Another life lost by inadequate care

Another life lost by inadequate care

By Liz Lockhart

We are sad to report yet another death of a young woman whilst in the care of a psychiatric  unit.

Kirsty Brookes, 19, was found hanged in woodland, the day after she escaped from Glenfield Hospital’s Bradgate Unit.

The coroner for Leicester concluded last Friday that if care plans to keep Kirsty safe had been carried out by health care professionals, the opportunity for her to abscond and take her own life would not have occurred.

Catherine Mason, coroner, summed up  at the end of a four day hearing by stating that Kirsty Brookes took her own life, in part, due to neglect.

She added ‘ Despite the known existence of a real and immediate risk to Kirsty’s life from self-harm, she had been able to abscond due to not being observed and detained in accordance with her needs are care plan.’

Kirsty had tried to hang herself on a previous occasion and was prone to self-harm, she had also absconded several times before.  She should have been on constant supervision but was only being observed every 15 minutes.

Last year, on June 19th, Kirsty climbed a security fence surrounding a garden at Bradgate Unit.  It emerged during the hearing that some staff were not aware that Kirsty was not allowed into the garden on her own because there was no hand-over to those working the afternoon shift.
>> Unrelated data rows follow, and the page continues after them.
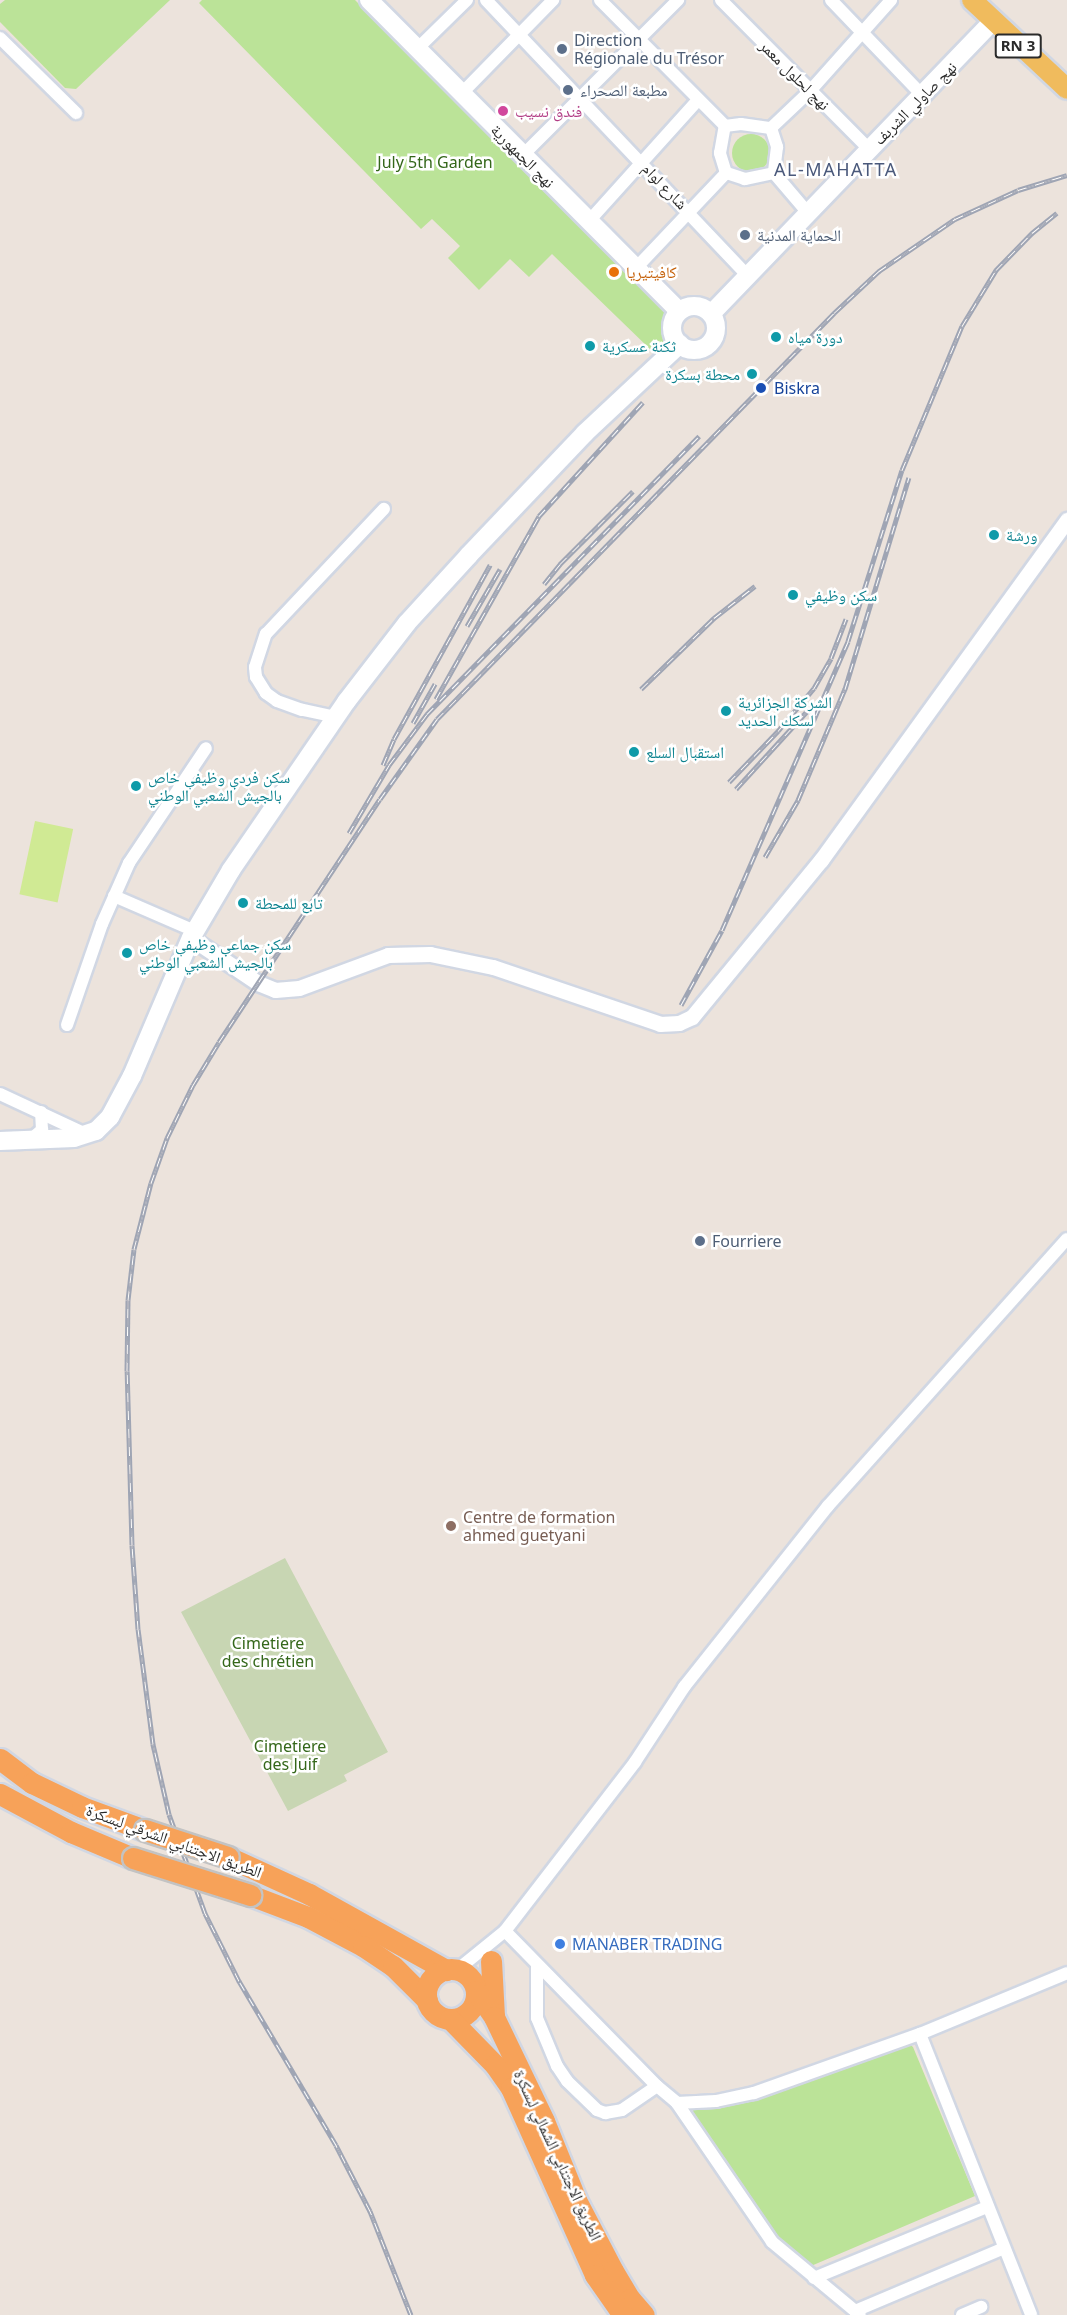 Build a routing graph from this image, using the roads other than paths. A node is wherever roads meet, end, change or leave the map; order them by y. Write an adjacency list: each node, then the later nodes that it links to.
1 (467, 0): 16 (street)
2 (486, 0): 13 (street, شارع لوام)
3 (553, 0): 13 (street)
4 (600, 0): 15 (street)
5 (678, 0): 15 (street)
6 (721, 0): 18 (street, نهج لحلول معمر)
7 (831, 0): 12 (street)
8 (891, 0): 12 (street)
9 (972, 0): 11 (main road, RN 3)
10 (373, 2): 16 (main road, نهج الجمهورية)
11 (993, 21): 17 (main road, RN 3); 20 (main road, نهج صاولي الشربف)
12 (862, 31): 18 (street); 20 (street)
13 (519, 34): 19 (street); 21 (street, شارع لوام)
14 (0, 38): 23 (street)
15 (638, 39): 21 (street); 22 (street)
16 (417, 49): 19 (main road, نهج الجمهورية)
17 (1067, 89)
18 (810, 91): 25 (street); 26 (street, نهج لحلول معمر)
19 (461, 94): 27 (main road, نهج الجمهورية)
20 (922, 95): 26 (main road, نهج صاولي الشربف)
21 (581, 97): 27 (street); 28 (street, شارع لوام)
22 (698, 100): 24 (street); 28 (street)
23 (76, 113)
24 (725, 126): 25 (street); 29 (street)
25 (771, 128): 30 (street)
26 (869, 149): 32 (main road, نهج صاولي الشربف)
27 (522, 156): 33 (main road, نهج الجمهورية)
28 (642, 163): 31 (street, شارع لوام); 33 (street)
29 (726, 173): 30 (street); 31 (street)
30 (774, 173): 32 (street)
31 (689, 212): 34 (street); 35 (street, شارع لوام)
32 (808, 213): 35 (main road, نهج صاولي الشربف)
33 (589, 221): 34 (main road, نهج الجمهورية)
34 (636, 268): 36 (main road, نهج الجمهورية)
35 (748, 276): 37 (main road, نهج صاولي الشربف)
36 (679, 311): 37 (main road); 38 (main road)
37 (711, 314): 38 (main road)
38 (680, 344): 41 (main road)
39 (384, 509): 41 (street)
40 (1067, 520): 44 (street)
41 (336, 717): 44 (main road)
42 (206, 748): 43 (street)
43 (114, 896): 44 (street); 45 (street)
44 (193, 934): 48 (main road)
45 (67, 1025)
46 (0, 1094): 47 (street)
47 (40, 1112): 48 (street); 50 (street)
48 (88, 1135): 50 (main road)
49 (0, 1141): 50 (main road)
50 (29, 1141)
51 (1067, 1239): 54 (street)
52 (0, 1759): 57 (highway, الطريق الاجتنابي الشرقي لبسكرة, bridge)
53 (0, 1794): 60 (highway, الطريق الاجتنابي الشرقي لبسكرة, bridge)
54 (501, 1936): 55 (street); 56 (street); 57 (street)
55 (491, 1961): 59 (street); 61 (highway)
56 (537, 1966): 64 (street); 64 (street)
57 (452, 1970): 59 (highway); 60 (highway)
58 (1067, 1973): 63 (street)
59 (476, 1990): 61 (highway, الطريق الاجتنابي الشمالي لبسكرة); 62 (highway)
60 (427, 2000): 62 (highway)
61 (494, 2017): 72 (highway, الطريق الاجتنابي الشمالي لبسكرة)
62 (450, 2019): 71 (highway, الطريق الاجتنابي الشمالي لبسكرة)
63 (920, 2034): 65 (street); 66 (street)
64 (657, 2086): 65 (street)
65 (677, 2103): 68 (street)
66 (987, 2207): 67 (street); 68 (street)
67 (1004, 2248): 70 (street); 74 (street)
68 (814, 2278): 70 (street)
69 (981, 2307): 73 (street)
70 (858, 2313)
71 (623, 2315)
72 (644, 2315)
73 (962, 2315)
74 (1031, 2315)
The ward’s deputy manager, nurse Lisa Moyo, did not report Kirsty as missing to police for some 20 minutes after she had absconded.  She also omitted to tell the police that she was a high-risk patient which further delayed a police response.

The hearing heard that the constable assigned to search for Kirsty took two hours to begin a search as he waited for a police car.  He could have made the 15-minute journey on foot.

Kirsty’s parents were informed that she was missing by the police and not by the unit the inquest heard.  Kirsty was found hanged the next day in woods in Leicester.

Mrs. Mason said that inadequate staffing levels at the unit had meant that crucial information about Kirsty did not get passed on to all those caring for her on the day that she escaped.  There was no evidence that the Leicestershire Partnership NHS Trust, which runs the unit, had taken action to address the issue since Kirsty’s death.  She also said that she would write to ask the trust to look into the issue.

Kirsty’s parents, Glyn and Angie Brookes, said after the inquest that their daughter had been let down by the system which they had trusted to keep her safe.

‘I’m very disappointed with the trust and the care my daughter was given.  I’m sure lessons will be leant by the NHS and police and all we can hope for is other families will benefit from what comes out of this.’ said Mr. Brookes.

‘It’s very upsetting to know our daughter could still be alive if certain procedures and policies had been followed’ Mr. Brookes added.

The trust has carried out a review following Kirsty’s death which has resulted in a number of changes, John Short, the trust’s chief operating officer, said.

Improving communication between the ward team, ensuring patient records were completed to a higher standard and giving ward staff increased supervision to help them support more challenging patients were included in these changes.

‘We recognize there were a number of failings, and although we have actioned many of these already, we will be taking urgent action in relation to the coroner’s concerns about our ability to increase staffing levels at short notice’ Mr. Short said.  He added that the trust fully accepted the coroner’s verdict and offered his condolences and apologies to the family.

Mental Healthy is saddened to report on this case.  It seems all too often that we report on similar events and hope that changes really are being made.